1675 - 1787
Moyer is an Anglicized form of Meyer which derived from the High Middle German "meier", a status name for steward, bailiff or overseer. It later came to be used to denote a tenant farmer. The names Moyer and Meyer were used interchangeably until the third generation when it became more consistently Moyer, after the spelling standardization of the English language during the mid to late 1700's. A third spelling, Mayer, was also used, although less frequently.
Christian Meyer (I) was born on New Years Day, 1675 in Lazengall, Palatinate, Germany and was married to Barbara (possibly Bergey, b. abt. 1676). They have six known children:
Christian II was born in Germany and in 1719 they immigrated to Pennsylvania and settled in Lower Salford Township, Montgomery County on Indian Creek. By Christmas Eve of their arrival year, Christian owned 150 acres of farmland and the family became some of the founding members of the Franconia Mennonite Meetinghouse. Christian was naturalized in April of 1743 and his son on the 11th of April, 1761.
After their arrival in their new land, Christian and Barbara had their five other children. Jacob may have been mentally or physically disabled as he was never married and his family made provisions for him his entire life to ensure he would have food, clothes and a place to live.
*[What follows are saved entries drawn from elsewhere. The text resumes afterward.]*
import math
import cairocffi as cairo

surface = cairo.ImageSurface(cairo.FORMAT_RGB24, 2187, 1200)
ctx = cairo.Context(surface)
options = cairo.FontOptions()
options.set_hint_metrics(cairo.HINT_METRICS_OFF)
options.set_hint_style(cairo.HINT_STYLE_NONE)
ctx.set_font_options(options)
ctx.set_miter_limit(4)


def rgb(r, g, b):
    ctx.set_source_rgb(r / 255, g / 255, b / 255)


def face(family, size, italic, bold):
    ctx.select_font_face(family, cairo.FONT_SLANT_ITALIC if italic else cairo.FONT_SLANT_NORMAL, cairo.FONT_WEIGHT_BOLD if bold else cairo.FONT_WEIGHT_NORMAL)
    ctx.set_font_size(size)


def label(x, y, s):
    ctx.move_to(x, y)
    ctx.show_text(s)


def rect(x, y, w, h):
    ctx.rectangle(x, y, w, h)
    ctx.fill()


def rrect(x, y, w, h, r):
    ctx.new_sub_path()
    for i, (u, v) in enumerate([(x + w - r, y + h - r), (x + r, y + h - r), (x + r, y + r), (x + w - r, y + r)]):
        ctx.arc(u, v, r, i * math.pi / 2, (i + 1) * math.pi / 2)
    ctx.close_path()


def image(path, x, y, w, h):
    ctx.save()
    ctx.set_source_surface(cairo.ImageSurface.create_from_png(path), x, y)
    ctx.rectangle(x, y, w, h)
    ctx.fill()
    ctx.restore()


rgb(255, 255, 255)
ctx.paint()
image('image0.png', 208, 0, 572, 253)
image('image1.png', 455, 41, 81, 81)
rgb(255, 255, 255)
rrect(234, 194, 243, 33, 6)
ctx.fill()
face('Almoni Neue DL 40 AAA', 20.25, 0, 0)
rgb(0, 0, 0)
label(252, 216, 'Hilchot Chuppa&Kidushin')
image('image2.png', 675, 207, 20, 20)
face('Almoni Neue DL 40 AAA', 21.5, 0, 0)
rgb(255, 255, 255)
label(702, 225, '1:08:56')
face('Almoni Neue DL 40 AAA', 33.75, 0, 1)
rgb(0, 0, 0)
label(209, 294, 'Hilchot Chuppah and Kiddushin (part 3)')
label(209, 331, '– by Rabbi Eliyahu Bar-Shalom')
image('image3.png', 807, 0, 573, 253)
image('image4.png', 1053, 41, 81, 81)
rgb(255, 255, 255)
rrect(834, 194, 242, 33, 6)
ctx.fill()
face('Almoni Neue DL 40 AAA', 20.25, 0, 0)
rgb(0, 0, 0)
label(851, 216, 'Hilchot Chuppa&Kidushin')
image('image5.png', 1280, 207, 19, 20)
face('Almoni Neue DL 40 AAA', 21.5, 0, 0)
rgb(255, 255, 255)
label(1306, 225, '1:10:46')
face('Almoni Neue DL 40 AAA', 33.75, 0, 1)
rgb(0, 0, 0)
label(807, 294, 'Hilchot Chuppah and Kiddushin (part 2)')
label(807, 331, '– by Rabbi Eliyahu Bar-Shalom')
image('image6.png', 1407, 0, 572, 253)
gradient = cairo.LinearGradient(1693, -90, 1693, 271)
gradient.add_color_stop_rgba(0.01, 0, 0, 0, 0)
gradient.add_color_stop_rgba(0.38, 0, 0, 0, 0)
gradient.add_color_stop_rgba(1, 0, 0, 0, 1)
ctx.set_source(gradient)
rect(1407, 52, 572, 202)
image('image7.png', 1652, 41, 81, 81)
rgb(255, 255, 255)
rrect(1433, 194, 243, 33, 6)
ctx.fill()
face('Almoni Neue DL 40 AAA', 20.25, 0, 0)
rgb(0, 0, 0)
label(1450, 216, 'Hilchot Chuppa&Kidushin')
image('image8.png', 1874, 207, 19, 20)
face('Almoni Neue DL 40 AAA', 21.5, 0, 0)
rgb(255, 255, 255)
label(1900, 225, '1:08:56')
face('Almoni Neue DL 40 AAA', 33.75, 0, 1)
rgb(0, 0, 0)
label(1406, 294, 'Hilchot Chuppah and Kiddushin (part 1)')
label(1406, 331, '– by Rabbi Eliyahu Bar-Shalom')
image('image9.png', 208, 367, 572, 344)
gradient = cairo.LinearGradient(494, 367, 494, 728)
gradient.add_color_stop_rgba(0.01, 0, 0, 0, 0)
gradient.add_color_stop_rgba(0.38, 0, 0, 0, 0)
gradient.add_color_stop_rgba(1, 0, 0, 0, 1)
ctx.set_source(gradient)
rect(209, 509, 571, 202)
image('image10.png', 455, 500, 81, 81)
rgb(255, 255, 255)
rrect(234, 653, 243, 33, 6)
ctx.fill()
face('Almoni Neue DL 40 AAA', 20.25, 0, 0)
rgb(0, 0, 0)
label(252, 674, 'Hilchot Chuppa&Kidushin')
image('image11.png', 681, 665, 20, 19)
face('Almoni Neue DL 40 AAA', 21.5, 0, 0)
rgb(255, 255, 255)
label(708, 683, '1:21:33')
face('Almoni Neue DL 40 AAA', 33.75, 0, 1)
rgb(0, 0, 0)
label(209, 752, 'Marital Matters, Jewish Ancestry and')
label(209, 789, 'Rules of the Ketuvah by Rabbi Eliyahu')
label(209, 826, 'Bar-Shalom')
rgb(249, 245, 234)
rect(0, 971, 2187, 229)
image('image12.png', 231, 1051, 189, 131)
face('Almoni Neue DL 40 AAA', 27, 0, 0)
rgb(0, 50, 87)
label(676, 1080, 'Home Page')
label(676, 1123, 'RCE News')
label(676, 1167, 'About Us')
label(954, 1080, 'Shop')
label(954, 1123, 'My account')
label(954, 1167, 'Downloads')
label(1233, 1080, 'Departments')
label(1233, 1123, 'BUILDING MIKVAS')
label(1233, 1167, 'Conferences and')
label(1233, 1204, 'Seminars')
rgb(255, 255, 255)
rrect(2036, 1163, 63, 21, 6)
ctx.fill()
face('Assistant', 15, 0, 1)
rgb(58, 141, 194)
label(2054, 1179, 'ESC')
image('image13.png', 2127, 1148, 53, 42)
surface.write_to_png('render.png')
Anna married bishop Henry Funck and their son, Rev. Christian Funk was excommunicated from the Mennonite church for his support of the Revolutionary cause. The Mennonites, as pacifists, did not support the war and took a nonresistant stance, which basically meant they did not support either side, but Funk preached that Mennonites should be donating to the cause because he felt independence from British rule would allow them more religious freedom. When states began mandating “militia duty”, many nonresistant Christians, including Mennonites, Quakers, Moravians and German Baptists, refused involvement and so Pennsylvania applied a war tax on them. Many still refused to pay, stating that they “find no freedom in giving, or doing, or assisting in anything by which men's lives are destroyed or hurt.” In some cases, their property was confiscated to pay the tax. The Revolutionary war was known for tearing families apart, pitting father against son, brother against brother and the Mennonites were no exception, with some supporting the cause while the organization as a whole remained nonresistant.
Presiding over his excommunication case included his uncle and our ancestor Christian Moyer (II). After the war, a reconciliation was attempted but Funk refused to be admitted as a transgressor. He and several others started a separate Mennonite organization known as the “Funkite” group which lasted until 1855, the first schism in the American Mennonite religion. It was a highly controversial time for the religious organization as a whole and it must have also put great strain on the Moyer and Funk families, who had formerly been very close. Henry Funck was described by Christian Meyer (I) as his “loving son-in-law” and along with Christian Moyer (II) was made executor of his will. So Christian (I) obviously loved and trusted his daughter Anna and her husband Henry very much and Christian (II) was probably on good terms with Henry as well. To be involved in the excommunication of his nephew from the religion they both were so greatly active in must have been very difficult for Christian on a personal level, as well as hard on the two families as a whole.
Christian I died on June 6, 1751 at the age of 76. Barbara had died 20 years earlier in 1731 when she was only 55.
Their first born son, Christian (II), was born in about 1705 in the Palatinate and after immigrating, married a Pennsylvania born woman named Magdalena (possibly Bechtel, also born in 1705). He and Magdalena had eight children:
Jacob and Samuel became Reverends, Fronica and Ester died young, and our line continues with Barbara Moyer, who married a man named Abraham Kratz (see the Kratz Family Chapter for more information).
Christian (II) was one of the founders of the Salford Mennonite Meetinghouse, becoming a deacon and later a minister in Franconia. He owned 170 acres of land which he purchased from a James Steel on November 14, 1729. He willed all of this land to his son, Samuel, five years before he died in 1787 at the age of 82. He also instructed his wife receive one hundred and twenty five pounds in gold or silver as well as all their furniture and her choice of one cow. He gave ten pounds to his congregation to be given to the poor and needy. His wife Magdalena also died the same year and they are buried in Delps Graveyard in Franconia, though their gravestones have either not survived or are illegible.